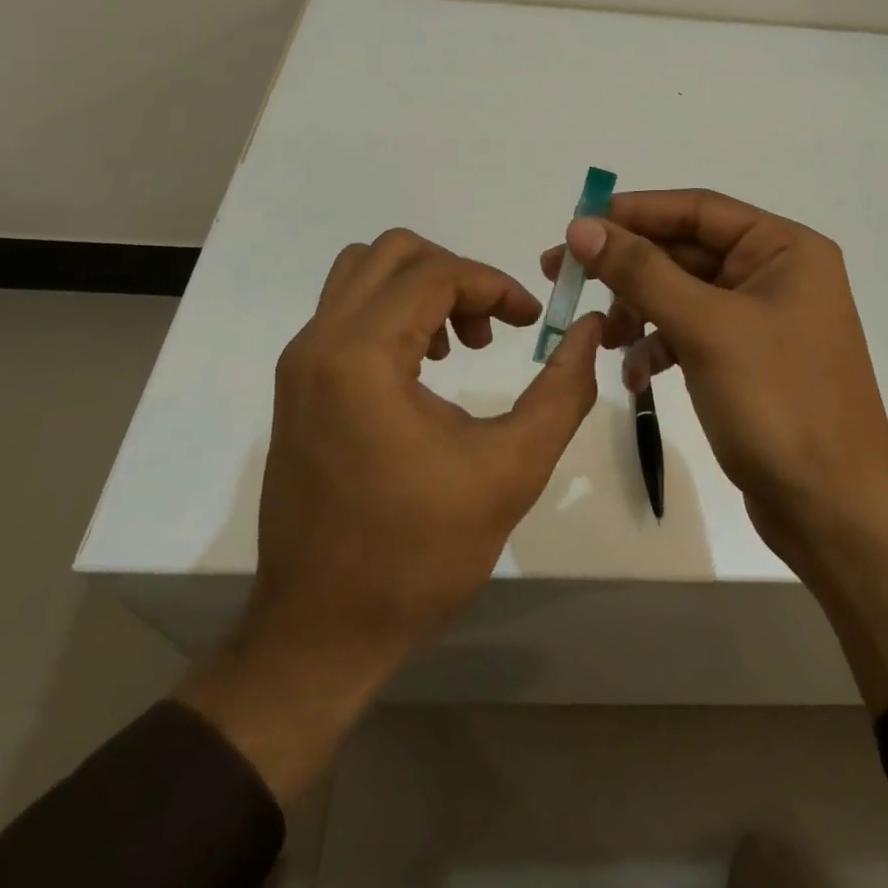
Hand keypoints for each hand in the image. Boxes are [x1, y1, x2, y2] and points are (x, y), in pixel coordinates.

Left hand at [181, 229, 604, 797]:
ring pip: (363, 274)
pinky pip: (346, 311)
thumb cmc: (418, 554)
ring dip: (421, 288)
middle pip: (393, 253)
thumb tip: (590, 329)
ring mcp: (299, 364)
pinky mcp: (296, 386)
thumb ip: (563, 389)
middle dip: (457, 275)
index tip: (531, 321)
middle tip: (492, 327)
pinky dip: (392, 313)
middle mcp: (318, 343)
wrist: (320, 633)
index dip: (495, 285)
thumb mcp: (512, 469)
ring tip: (460, 344)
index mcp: (360, 357)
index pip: (436, 273)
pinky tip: (425, 369)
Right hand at [543, 190, 887, 708]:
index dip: (634, 212)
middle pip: (686, 251)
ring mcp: (763, 320)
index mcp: (784, 248)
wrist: (834, 511)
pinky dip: (660, 347)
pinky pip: (692, 335)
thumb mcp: (704, 328)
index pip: (697, 209)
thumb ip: (641, 272)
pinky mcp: (748, 361)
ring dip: (639, 311)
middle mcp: (776, 274)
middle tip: (562, 275)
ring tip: (602, 338)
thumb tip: (583, 226)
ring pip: (683, 295)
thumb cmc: (777, 402)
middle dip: (627, 268)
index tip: (576, 224)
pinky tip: (636, 376)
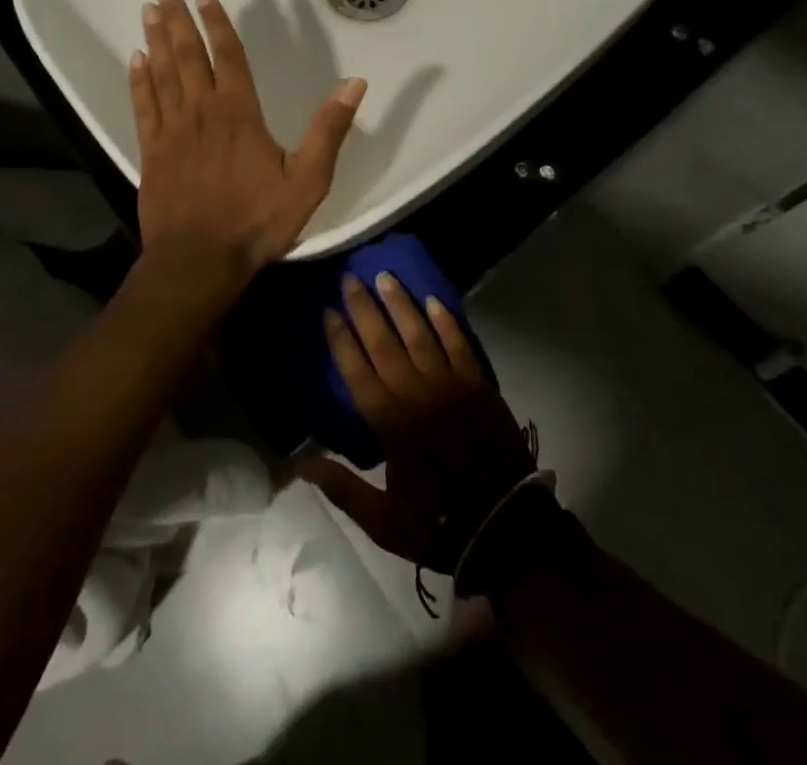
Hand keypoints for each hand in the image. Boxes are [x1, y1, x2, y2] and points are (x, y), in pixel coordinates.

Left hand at [129, 0, 365, 287]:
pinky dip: (138, 80)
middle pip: (186, 54)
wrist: (198, 261)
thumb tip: (355, 84)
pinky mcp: (151, 151)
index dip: (216, 21)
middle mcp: (201, 111)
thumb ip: (329, 131)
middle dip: (177, 17)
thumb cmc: (256, 220)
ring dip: (154, 39)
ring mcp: (171, 130)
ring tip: (149, 8)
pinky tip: (134, 59)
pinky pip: (142, 106)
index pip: (227, 54)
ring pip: (161, 73)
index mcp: (238, 112)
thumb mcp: (307, 181)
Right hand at [299, 273, 535, 572]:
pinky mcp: (478, 386)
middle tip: (350, 278)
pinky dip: (445, 322)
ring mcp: (449, 385)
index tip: (329, 312)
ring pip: (419, 334)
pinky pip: (458, 345)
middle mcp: (415, 394)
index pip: (357, 371)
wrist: (505, 529)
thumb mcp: (382, 520)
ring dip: (400, 304)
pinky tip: (432, 301)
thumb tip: (302, 462)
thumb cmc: (437, 523)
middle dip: (364, 308)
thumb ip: (342, 487)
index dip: (341, 340)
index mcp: (390, 423)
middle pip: (384, 342)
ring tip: (385, 276)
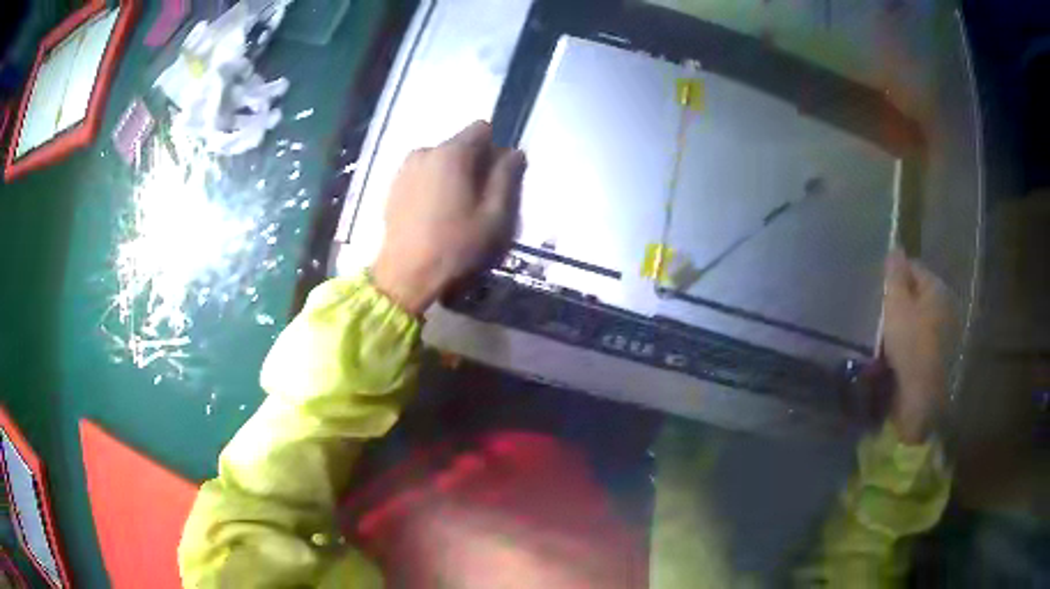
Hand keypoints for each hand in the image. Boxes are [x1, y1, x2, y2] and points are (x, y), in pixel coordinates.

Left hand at [372, 121, 525, 314]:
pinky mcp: (393, 187)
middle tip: (480, 201)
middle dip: (475, 164)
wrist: (406, 275)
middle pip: (460, 145)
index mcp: (451, 153)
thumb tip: (514, 153)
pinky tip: (435, 215)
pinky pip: (423, 175)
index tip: (497, 178)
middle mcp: (425, 152)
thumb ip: (507, 177)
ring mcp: (405, 169)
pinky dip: (434, 186)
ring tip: (456, 211)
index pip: (481, 128)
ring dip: (453, 176)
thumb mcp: (495, 215)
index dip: (495, 148)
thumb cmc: (456, 245)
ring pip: (441, 161)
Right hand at [882, 251, 955, 443]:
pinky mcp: (941, 354)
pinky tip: (900, 352)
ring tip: (888, 335)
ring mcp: (946, 331)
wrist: (920, 399)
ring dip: (906, 321)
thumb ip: (895, 276)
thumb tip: (896, 249)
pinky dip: (912, 339)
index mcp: (937, 288)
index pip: (913, 268)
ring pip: (920, 316)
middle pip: (918, 293)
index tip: (879, 291)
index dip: (894, 276)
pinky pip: (923, 336)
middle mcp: (946, 304)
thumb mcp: (896, 306)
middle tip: (882, 314)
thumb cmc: (909, 345)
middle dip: (901, 300)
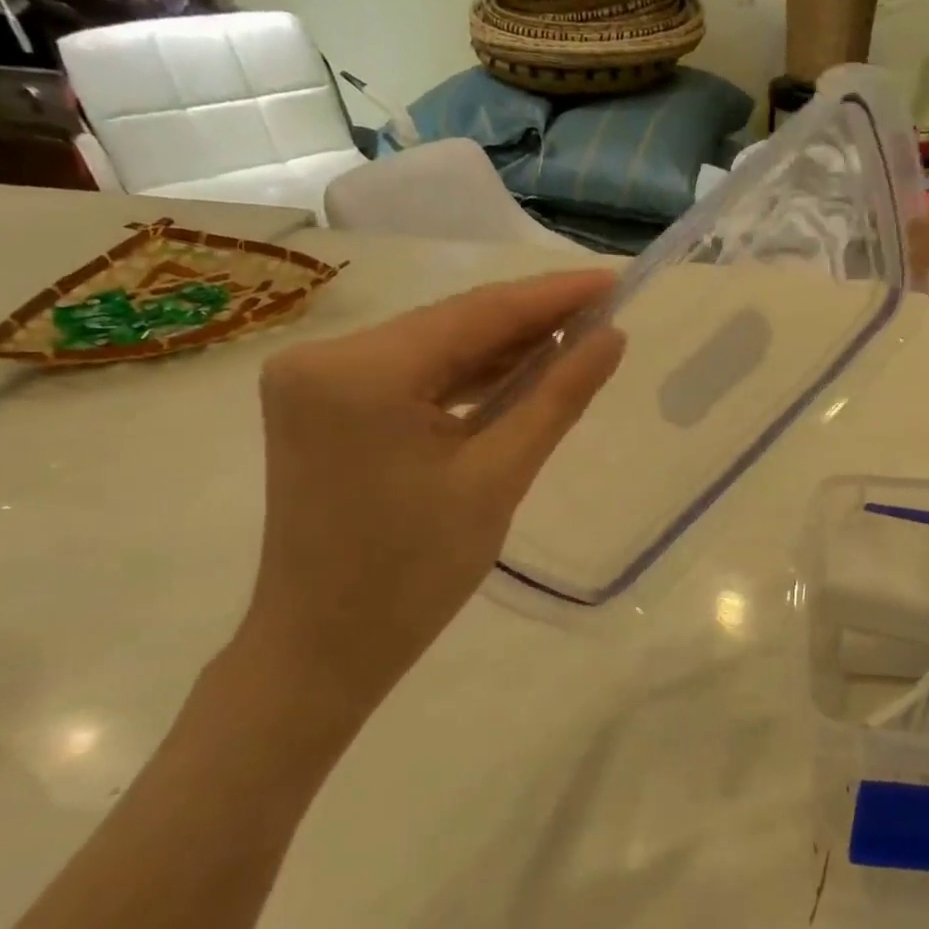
_ _ _ _
AIM OF THE TASK
Copy out, from the data above, every line holding the word "wrist".

TASK RESPONSE
wrist: (320, 633)
wrist: (834, 511)
wrist: (198, 261)
wrist: (505, 529)
wrist: (406, 275)
wrist: (920, 399)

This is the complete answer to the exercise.